— About this task —
Search the listing below for the word "roads" and copy each line where it appears.

[Records supplied Boundary: Start]

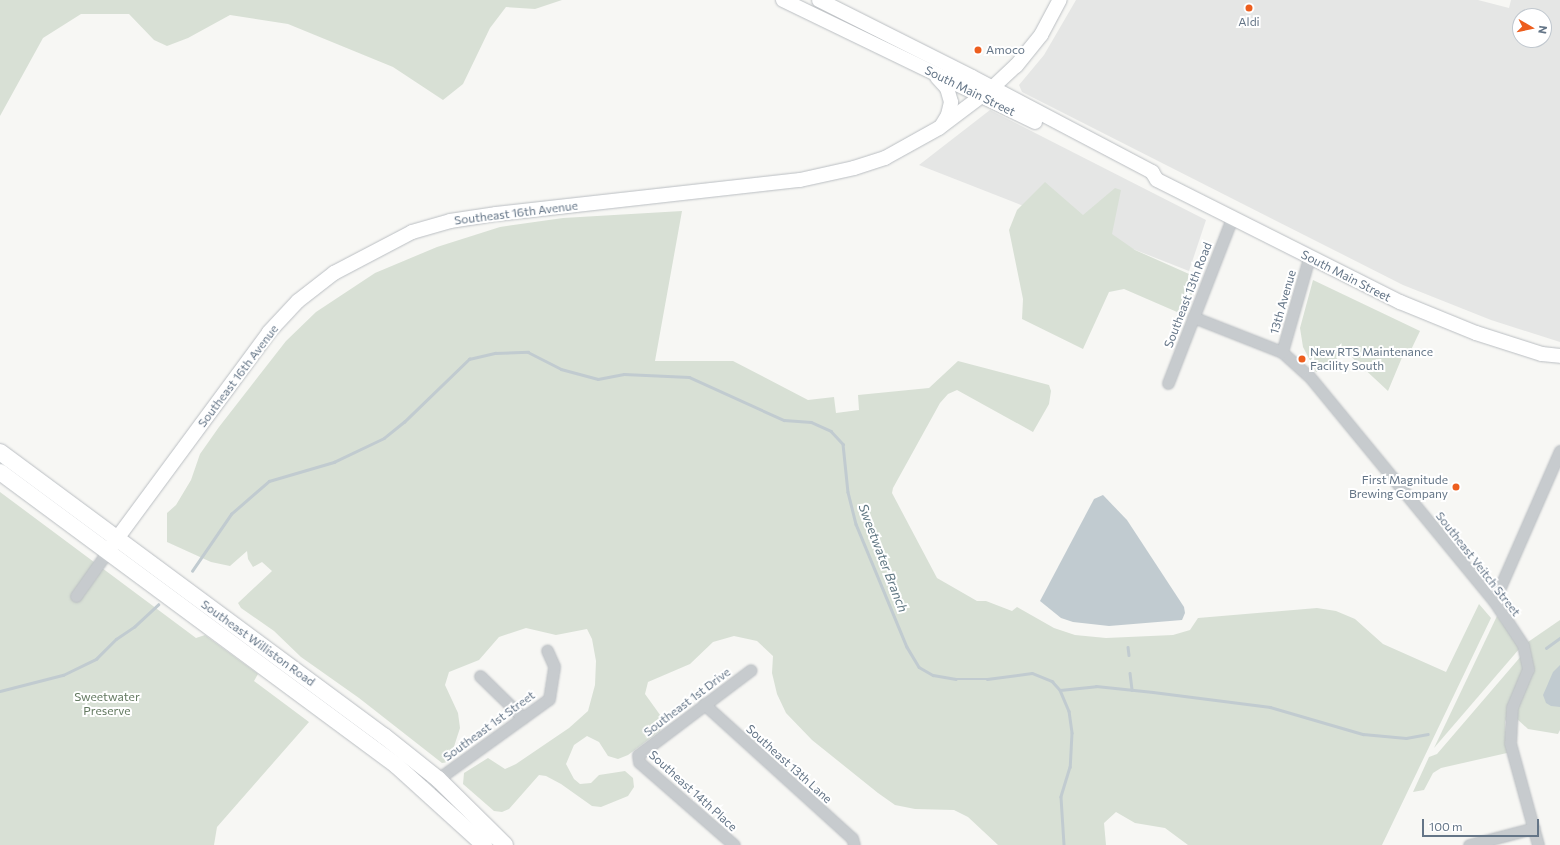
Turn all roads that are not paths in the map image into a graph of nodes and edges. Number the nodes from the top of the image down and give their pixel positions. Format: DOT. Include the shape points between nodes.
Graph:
graph roads {
  1 [pos="783,0"];
  2 [pos="819,0"];
  3 [pos="1060,0"];
  4 [pos="834,7"];
  5 [pos="825,21"];
  6 [pos="931,72"];
  7 [pos="988,92"];
  8 [pos="939,128"];
  9 [pos="1232,218"];
  10 [pos="1309,258"];
  11 [pos="1193,317"];
  12 [pos="1282,352"];
  13 [pos="1542,354"];
  14 [pos="1560,356"];
  15 [pos="1560,364"];
  16 [pos="1168,383"];
  17 [pos="1560,451"];
  18 [pos="0,452"];
  19 [pos="0,472"];
  20 [pos="117,539"];
  21 [pos="108,552"];
  22 [pos="76,596"];
  23 [pos="1494,601"];
  24 [pos="547,650"];
  25 [pos="751,670"];
  26 [pos="480,676"];
  27 [pos="704,704"];
  28 [pos="523,718"];
  29 [pos="638,755"];
  30 [pos="438,779"];
  31 [pos="424,789"];
  32 [pos="1534,828"];
  33 [pos="484,845"];
  34 [pos="505,845"];
  35 [pos="734,845"];
  36 [pos="854,845"];
  37 [pos="1469,845"];
  38 [pos="1538,845"];
  1 -- 5 [label="main road, South Main Street"];
  2 -- 4 [label="main road, South Main Street"];
  3 -- 7 [label="main road, Southeast 16th Avenue" via="1041,35 1016,66"];
  4 -- 5 [label="main road"];
  4 -- 7 [label="main road, South Main Street"];
  5 -- 6 [label="main road, South Main Street"];
  6 -- 7 [label="main road, South Main Street"];
  6 -- 8 [label="main road" via="947,88 951,102 948,115"];
  7 -- 8 [label="main road, Southeast 16th Avenue"];
  7 -- 9 [label="main road, South Main Street" via="1148,180 1157,180"];
  8 -- 20 [label="main road, Southeast 16th Avenue" via="885,158 821,176 450,221 412,232 375,250 334,273 304,296 269,332"];
  9 -- 10 [label="main road, South Main Street"];
  9 -- 11 [label="street, Southeast 13th Road"];
  10 -- 12 [label="street, 13th Avenue"];
  10 -- 13 [label="main road, South Main Street" via="1451,324"];
  11 -- 12 [label="street"];
  11 -- 16 [label="street, Southeast 13th Road"];
  12 -- 23 [label="street, Southeast Veitch Street" via="1308,376"];
  13 -- 14 [label="main road, South Main Street"];
  13 -- 15 [label="main road, South Main Street"];
  17 -- 23 [label="street"];
  18 -- 20 [label="highway, Southeast Williston Road"];
  19 -- 21 [label="highway, Southeast Williston Road"];
  20 -- 21 [label="main road, Southeast 16th Avenue"];
  20 -- 30 [label="highway, Southeast Williston Road" via="384,736"];
  21 -- 22 [label="street, Southeast 16th Avenue"];
  21 -- 31 [label="highway, Southeast Williston Road" via="366,742"];
  23 -- 32 [label="street, Southeast Veitch Street" via="1525,648 1528,669 1512,707 1510,742"];
  24 -- 28 [label="street, Southeast 1st Street" via="554,666 549,698"];
  25 -- 27 [label="street, Southeast 1st Drive"];
  26 -- 28 [label="street"];
  27 -- 29 [label="street, Southeast 1st Drive"];
  27 -- 36 [label="street, Southeast 13th Lane" via="852,838"];
  28 -- 30 [label="street, Southeast 1st Street"];
  29 -- 35 [label="street, Southeast 14th Place" via="639,762"];
  30 -- 31 [label="street, Southeast 1st Street"];
  30 -- 34 [label="highway, Southeast Williston Road"];
  31 -- 33 [label="highway, Southeast Williston Road"];
  32 -- 37 [label="street"];
  32 -- 38 [label="street"];
}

[Records supplied Boundary: End]

— Answer section —
Turn all roads that are not paths in the map image into a graph of nodes and edges. Number the nodes from the top of the image down and give their pixel positions. Format: DOT. Include the shape points between nodes.
graph roads {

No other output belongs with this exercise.